▸ What is expected
Write out all the data again, exactly as shown.

▸ Saved entries
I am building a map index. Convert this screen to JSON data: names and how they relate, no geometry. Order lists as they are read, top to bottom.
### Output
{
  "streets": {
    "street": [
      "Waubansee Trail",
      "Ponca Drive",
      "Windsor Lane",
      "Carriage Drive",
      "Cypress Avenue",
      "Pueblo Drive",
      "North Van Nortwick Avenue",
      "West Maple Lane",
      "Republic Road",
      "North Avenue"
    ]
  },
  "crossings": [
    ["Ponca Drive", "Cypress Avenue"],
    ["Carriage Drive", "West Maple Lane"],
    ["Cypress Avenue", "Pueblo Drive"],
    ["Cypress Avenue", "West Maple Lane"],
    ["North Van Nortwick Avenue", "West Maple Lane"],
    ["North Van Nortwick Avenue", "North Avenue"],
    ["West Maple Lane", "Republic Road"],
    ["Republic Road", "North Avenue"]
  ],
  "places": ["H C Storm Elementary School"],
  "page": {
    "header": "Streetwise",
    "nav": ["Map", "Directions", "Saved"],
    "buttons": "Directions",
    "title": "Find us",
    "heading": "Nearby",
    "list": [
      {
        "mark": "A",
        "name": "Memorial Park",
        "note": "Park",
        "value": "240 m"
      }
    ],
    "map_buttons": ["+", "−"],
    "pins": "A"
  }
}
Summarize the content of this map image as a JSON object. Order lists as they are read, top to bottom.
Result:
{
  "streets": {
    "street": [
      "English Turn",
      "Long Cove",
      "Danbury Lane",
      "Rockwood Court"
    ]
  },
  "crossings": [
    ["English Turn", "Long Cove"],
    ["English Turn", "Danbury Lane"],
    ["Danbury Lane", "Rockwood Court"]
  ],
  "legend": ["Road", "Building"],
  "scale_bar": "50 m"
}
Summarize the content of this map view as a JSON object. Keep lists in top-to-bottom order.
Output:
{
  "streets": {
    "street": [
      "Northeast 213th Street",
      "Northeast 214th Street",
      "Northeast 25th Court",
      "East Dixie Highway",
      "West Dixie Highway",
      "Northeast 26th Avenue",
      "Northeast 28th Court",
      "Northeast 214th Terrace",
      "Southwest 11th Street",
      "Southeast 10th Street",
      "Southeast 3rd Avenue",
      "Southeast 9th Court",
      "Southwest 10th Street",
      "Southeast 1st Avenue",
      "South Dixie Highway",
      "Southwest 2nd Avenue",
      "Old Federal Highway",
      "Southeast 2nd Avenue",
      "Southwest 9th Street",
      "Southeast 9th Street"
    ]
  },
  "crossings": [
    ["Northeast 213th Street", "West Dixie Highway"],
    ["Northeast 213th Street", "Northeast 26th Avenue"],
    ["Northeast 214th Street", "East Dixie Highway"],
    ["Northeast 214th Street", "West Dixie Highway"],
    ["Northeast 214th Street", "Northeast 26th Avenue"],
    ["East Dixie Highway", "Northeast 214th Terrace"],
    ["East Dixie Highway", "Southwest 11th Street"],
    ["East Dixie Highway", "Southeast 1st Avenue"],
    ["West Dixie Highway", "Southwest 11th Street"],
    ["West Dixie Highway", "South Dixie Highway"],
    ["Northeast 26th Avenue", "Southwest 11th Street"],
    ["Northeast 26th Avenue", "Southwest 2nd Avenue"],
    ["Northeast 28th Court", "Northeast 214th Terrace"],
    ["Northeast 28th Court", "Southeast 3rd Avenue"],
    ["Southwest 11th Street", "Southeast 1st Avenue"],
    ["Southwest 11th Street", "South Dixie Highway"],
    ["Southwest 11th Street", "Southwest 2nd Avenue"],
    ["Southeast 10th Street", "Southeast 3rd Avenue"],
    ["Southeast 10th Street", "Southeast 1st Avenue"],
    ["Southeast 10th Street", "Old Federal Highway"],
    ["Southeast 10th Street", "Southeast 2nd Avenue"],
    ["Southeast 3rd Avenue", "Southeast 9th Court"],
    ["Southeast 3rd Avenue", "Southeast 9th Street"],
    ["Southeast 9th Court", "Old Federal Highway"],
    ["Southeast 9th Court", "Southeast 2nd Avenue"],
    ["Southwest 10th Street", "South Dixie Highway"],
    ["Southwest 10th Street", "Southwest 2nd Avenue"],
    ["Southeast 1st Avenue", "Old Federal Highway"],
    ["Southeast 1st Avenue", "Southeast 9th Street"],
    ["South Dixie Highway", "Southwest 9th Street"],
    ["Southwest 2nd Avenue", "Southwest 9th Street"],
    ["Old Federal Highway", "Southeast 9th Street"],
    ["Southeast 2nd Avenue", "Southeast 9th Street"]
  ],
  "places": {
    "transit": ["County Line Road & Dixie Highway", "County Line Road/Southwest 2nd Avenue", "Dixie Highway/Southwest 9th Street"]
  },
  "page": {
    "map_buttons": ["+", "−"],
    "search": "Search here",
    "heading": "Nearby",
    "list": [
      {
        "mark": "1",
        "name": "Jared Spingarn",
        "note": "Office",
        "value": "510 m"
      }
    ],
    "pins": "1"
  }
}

▸ Task response
I am building a map index. Convert this screen to JSON data: names and how they relate, no geometry. Order lists as they are read, top to bottom.
### Output
{
  "streets": {
    "street": [
      "Waubansee Trail",
      "Ponca Drive",
      "Windsor Lane",
      "Carriage Drive",
      "Cypress Avenue",
      "Pueblo Drive",
      "North Van Nortwick Avenue",
      "West Maple Lane",
      "Republic Road",
      "North Avenue"
    ]
  },
  "crossings": [
    ["Ponca Drive", "Cypress Avenue"],
    ["Carriage Drive", "West Maple Lane"],
    ["Cypress Avenue", "Pueblo Drive"],
    ["Cypress Avenue", "West Maple Lane"],
    ["North Van Nortwick Avenue", "West Maple Lane"],
    ["North Van Nortwick Avenue", "North Avenue"],
    ["West Maple Lane", "Republic Road"],
    ["Republic Road", "North Avenue"]
  ],
  "places": ["H C Storm Elementary School"],
  "page": {
    "header": "Streetwise",
    "nav": ["Map", "Directions", "Saved"],
    "buttons": "Directions",
    "title": "Find us",
    "heading": "Nearby",
    "list": [
      {
        "mark": "A",
        "name": "Memorial Park",
        "note": "Park",
        "value": "240 m"
      }
    ],
    "map_buttons": ["+", "−"],
    "pins": "A"
  }
}
Summarize the content of this map image as a JSON object. Order lists as they are read, top to bottom.
Result:
{
  "streets": {
    "street": [
      "English Turn",
      "Long Cove",
      "Danbury Lane",
      "Rockwood Court"
    ]
  },
  "crossings": [
    ["English Turn", "Long Cove"],
    ["English Turn", "Danbury Lane"],
    ["Danbury Lane", "Rockwood Court"]
  ],
  "legend": ["Road", "Building"],
  "scale_bar": "50 m"
}
Summarize the content of this map view as a JSON object. Keep lists in top-to-bottom order.
Output:
{
  "streets": {
    "street": [
      "Northeast 213th Street",
      "Northeast 214th Street",
      "Northeast 25th Court",
      "East Dixie Highway",
      "West Dixie Highway",
      "Northeast 26th Avenue",
      "Northeast 28th Court",
      "Northeast 214th Terrace",
      "Southwest 11th Street",
      "Southeast 10th Street",
      "Southeast 3rd Avenue",
      "Southeast 9th Court",
      "Southwest 10th Street",
      "Southeast 1st Avenue",
      "South Dixie Highway",
      "Southwest 2nd Avenue",
      "Old Federal Highway",
      "Southeast 2nd Avenue",
      "Southwest 9th Street",
      "Southeast 9th Street"
    ]
  },
  "crossings": [
    ["Northeast 213th Street", "West Dixie Highway"],
    ["Northeast 213th Street", "Northeast 26th Avenue"],
    ["Northeast 214th Street", "East Dixie Highway"],
    ["Northeast 214th Street", "West Dixie Highway"],
    ["Northeast 214th Street", "Northeast 26th Avenue"],
    ["East Dixie Highway", "Northeast 214th Terrace"],
    ["East Dixie Highway", "Southwest 11th Street"],
    ["East Dixie Highway", "Southeast 1st Avenue"],
    ["West Dixie Highway", "Southwest 11th Street"],
    ["West Dixie Highway", "South Dixie Highway"],
    ["Northeast 26th Avenue", "Southwest 11th Street"],
    ["Northeast 26th Avenue", "Southwest 2nd Avenue"],
    ["Northeast 28th Court", "Northeast 214th Terrace"],
    ["Northeast 28th Court", "Southeast 3rd Avenue"],
    ["Southwest 11th Street", "Southeast 1st Avenue"],
    ["Southwest 11th Street", "South Dixie Highway"],
    ["Southwest 11th Street", "Southwest 2nd Avenue"],
    ["Southeast 10th Street", "Southeast 3rd Avenue"],
    ["Southeast 10th Street", "Southeast 1st Avenue"],
    ["Southeast 10th Street", "Old Federal Highway"],
    ["Southeast 10th Street", "Southeast 2nd Avenue"],
    ["Southeast 3rd Avenue", "Southeast 9th Court"],
    ["Southeast 3rd Avenue", "Southeast 9th Street"],
    ["Southeast 9th Court", "Old Federal Highway"],
    ["Southeast 9th Court", "Southeast 2nd Avenue"],
    ["Southwest 10th Street", "South Dixie Highway"],
    ["Southwest 10th Street", "Southwest 2nd Avenue"],
    ["Southeast 1st Avenue", "Old Federal Highway"],
    ["Southeast 1st Avenue", "Southeast 9th Street"],
    ["South Dixie Highway", "Southwest 9th Street"],
    ["Southwest 2nd Avenue", "Southwest 9th Street"],
    ["Old Federal Highway", "Southeast 9th Street"],
    ["Southeast 2nd Avenue", "Southeast 9th Street"]
  ],
  "places": {
    "transit": ["County Line Road & Dixie Highway", "County Line Road/Southwest 2nd Avenue", "Dixie Highway/Southwest 9th Street"]
  },
  "page": {
    "map_buttons": ["+", "−"],
    "search": "Search here",
    "heading": "Nearby",
    "list": [
      {
        "mark": "1",
        "name": "Jared Spingarn",
        "note": "Office",
        "value": "510 m"
      }
    ],
    "pins": "1"
  }
}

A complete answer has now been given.